H5 argued that the adjustment was justified under Vietnam’s Circular 66/2010/TT-BTC, which allows related-party pricing adjustments to align profits with the arm’s length range, and claimed that their adjusted net profit margin (4.78%) fell within the acceptable range for independent transactions (2.6–5.4%).

The tax authority rejected this adjustment, treating the reduction as an unlawful under-declaration of revenue.
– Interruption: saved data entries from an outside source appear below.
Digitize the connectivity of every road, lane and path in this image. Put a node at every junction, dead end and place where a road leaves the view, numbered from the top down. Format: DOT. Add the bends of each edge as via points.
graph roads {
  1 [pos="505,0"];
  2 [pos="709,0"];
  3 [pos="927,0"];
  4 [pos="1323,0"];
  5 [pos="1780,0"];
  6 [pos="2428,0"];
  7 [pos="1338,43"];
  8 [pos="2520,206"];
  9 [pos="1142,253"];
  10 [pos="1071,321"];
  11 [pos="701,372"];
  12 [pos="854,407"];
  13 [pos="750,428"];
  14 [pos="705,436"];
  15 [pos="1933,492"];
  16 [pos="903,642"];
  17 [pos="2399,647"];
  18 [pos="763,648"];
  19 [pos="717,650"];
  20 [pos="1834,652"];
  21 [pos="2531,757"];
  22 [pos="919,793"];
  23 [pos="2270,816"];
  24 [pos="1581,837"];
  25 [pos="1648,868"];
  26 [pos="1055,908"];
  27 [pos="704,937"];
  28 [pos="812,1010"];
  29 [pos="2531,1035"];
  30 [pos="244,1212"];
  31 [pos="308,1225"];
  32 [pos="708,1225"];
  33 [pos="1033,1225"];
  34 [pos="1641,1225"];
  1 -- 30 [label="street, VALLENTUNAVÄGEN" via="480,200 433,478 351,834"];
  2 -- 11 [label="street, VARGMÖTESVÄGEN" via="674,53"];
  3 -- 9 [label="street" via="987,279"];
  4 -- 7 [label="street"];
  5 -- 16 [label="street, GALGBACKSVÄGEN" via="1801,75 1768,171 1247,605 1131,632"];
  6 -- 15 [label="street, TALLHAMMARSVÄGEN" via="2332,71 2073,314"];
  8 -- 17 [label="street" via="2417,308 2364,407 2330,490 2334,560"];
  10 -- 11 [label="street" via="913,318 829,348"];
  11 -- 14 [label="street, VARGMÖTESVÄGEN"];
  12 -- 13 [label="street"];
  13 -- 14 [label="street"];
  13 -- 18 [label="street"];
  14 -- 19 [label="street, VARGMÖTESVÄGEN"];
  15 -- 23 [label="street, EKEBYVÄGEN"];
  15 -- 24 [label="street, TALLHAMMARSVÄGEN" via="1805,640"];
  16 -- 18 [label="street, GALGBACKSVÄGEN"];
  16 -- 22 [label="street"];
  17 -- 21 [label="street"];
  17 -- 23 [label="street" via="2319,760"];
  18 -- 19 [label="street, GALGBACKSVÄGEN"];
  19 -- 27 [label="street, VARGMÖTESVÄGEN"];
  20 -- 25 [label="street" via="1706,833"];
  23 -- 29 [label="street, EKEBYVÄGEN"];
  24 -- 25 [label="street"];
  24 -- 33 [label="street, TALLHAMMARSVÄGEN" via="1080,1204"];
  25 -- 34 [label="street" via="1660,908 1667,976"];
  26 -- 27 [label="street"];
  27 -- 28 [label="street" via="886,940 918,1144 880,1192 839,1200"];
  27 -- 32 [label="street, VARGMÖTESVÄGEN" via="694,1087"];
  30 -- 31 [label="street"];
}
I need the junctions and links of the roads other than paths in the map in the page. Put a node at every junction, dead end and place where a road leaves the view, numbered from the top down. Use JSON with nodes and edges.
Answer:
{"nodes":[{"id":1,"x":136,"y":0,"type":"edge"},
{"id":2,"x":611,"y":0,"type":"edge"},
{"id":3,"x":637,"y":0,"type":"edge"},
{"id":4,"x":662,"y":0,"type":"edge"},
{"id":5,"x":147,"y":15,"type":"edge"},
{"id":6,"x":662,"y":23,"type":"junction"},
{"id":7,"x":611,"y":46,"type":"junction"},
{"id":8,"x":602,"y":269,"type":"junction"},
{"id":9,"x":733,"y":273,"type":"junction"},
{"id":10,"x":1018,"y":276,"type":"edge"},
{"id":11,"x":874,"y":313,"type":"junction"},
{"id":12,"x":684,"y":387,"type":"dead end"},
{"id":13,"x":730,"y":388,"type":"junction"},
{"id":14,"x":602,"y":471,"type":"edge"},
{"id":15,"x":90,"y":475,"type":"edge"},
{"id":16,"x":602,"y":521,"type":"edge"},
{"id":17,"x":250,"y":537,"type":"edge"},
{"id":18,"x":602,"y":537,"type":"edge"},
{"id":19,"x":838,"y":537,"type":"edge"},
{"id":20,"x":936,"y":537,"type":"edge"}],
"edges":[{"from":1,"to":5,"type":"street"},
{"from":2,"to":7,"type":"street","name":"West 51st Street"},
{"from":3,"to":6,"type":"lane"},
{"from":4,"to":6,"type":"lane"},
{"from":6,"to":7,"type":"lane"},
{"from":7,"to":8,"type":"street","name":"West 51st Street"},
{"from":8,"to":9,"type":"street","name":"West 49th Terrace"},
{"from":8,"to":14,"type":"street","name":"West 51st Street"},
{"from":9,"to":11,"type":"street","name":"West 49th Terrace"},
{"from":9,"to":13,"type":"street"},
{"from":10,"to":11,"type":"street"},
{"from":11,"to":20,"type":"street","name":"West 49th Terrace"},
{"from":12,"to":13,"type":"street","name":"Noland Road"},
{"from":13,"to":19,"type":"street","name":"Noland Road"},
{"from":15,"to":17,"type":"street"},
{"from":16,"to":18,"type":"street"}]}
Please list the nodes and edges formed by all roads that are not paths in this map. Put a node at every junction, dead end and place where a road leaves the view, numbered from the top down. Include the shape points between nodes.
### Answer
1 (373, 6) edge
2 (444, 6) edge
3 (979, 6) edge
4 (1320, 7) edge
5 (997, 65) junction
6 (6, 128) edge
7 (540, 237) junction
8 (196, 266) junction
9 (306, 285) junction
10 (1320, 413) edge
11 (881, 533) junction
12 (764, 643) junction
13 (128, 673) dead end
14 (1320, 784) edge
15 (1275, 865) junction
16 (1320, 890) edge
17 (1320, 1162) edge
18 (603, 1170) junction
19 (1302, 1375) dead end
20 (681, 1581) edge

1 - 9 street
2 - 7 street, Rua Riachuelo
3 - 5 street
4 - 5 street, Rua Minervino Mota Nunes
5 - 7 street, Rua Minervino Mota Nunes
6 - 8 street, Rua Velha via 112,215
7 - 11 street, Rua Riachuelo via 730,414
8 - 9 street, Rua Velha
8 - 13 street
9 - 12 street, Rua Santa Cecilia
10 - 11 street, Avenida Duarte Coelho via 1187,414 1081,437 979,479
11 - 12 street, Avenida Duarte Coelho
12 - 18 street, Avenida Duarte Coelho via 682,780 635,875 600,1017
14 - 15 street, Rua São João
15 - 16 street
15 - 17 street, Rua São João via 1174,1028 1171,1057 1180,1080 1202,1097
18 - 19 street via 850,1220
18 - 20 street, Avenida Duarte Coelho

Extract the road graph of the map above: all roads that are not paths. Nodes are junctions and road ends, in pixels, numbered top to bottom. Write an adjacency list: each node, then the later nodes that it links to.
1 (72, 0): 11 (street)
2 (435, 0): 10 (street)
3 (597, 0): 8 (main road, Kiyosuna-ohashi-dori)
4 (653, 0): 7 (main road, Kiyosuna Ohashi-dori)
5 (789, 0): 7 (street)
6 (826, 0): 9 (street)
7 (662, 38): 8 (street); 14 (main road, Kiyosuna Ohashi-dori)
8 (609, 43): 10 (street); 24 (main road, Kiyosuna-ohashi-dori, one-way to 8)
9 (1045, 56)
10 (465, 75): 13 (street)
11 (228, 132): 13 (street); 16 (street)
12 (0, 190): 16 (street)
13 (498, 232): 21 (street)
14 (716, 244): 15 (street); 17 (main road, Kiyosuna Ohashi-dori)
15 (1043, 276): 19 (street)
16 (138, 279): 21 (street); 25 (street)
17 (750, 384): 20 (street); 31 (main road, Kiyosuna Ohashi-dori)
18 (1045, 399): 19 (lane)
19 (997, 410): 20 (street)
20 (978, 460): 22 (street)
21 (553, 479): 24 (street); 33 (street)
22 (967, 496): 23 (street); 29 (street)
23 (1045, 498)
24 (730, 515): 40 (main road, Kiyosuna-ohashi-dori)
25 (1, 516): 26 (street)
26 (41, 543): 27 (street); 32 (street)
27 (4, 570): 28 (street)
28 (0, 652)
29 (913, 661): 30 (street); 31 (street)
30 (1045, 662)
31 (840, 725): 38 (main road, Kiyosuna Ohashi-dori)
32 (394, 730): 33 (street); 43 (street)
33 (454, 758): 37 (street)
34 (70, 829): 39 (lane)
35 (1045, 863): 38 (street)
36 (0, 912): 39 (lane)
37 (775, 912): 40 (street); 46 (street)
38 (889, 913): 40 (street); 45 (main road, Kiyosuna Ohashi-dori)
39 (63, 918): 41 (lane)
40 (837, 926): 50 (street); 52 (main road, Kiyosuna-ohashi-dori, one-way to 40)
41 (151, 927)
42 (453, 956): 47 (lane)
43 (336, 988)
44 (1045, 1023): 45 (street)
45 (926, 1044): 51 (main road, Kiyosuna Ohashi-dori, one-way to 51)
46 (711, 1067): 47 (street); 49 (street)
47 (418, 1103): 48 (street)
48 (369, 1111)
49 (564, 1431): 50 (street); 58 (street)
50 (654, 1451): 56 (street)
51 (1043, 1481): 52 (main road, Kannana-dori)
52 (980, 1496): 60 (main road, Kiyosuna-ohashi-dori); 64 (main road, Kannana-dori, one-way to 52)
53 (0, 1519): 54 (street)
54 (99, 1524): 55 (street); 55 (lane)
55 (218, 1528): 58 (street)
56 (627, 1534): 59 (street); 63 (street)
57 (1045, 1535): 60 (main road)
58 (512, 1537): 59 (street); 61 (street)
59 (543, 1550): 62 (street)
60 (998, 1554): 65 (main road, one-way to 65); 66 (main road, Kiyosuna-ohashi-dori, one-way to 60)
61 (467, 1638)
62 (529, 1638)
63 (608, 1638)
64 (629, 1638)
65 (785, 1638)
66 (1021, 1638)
It issued a tax reassessment and penalties totaling VND 42.3 billion, arguing that the adjustment was not due to any return, discount, or price error,

H5 appealed, claiming that its adjustments were consistent with both OECD transfer pricing principles (notably paras. 4.37–4.38) and Circular 66, aimed at preventing double taxation.

Judgment

The High Court upheld the tax authority’s view, finding that the adjustment was not due to any legitimate commercial reason affecting the transaction value at the time of sale.
The only valid revenue was that shown on the export invoices (USD 225 million), and the price adjustment policy, although applied group-wide, did not override Vietnam’s domestic tax provisions.

The court ultimately rejected H5’s appeal, affirmed the previous administrative rulings, and confirmed the legal validity of the VND 42.3 billion tax and penalty assessment.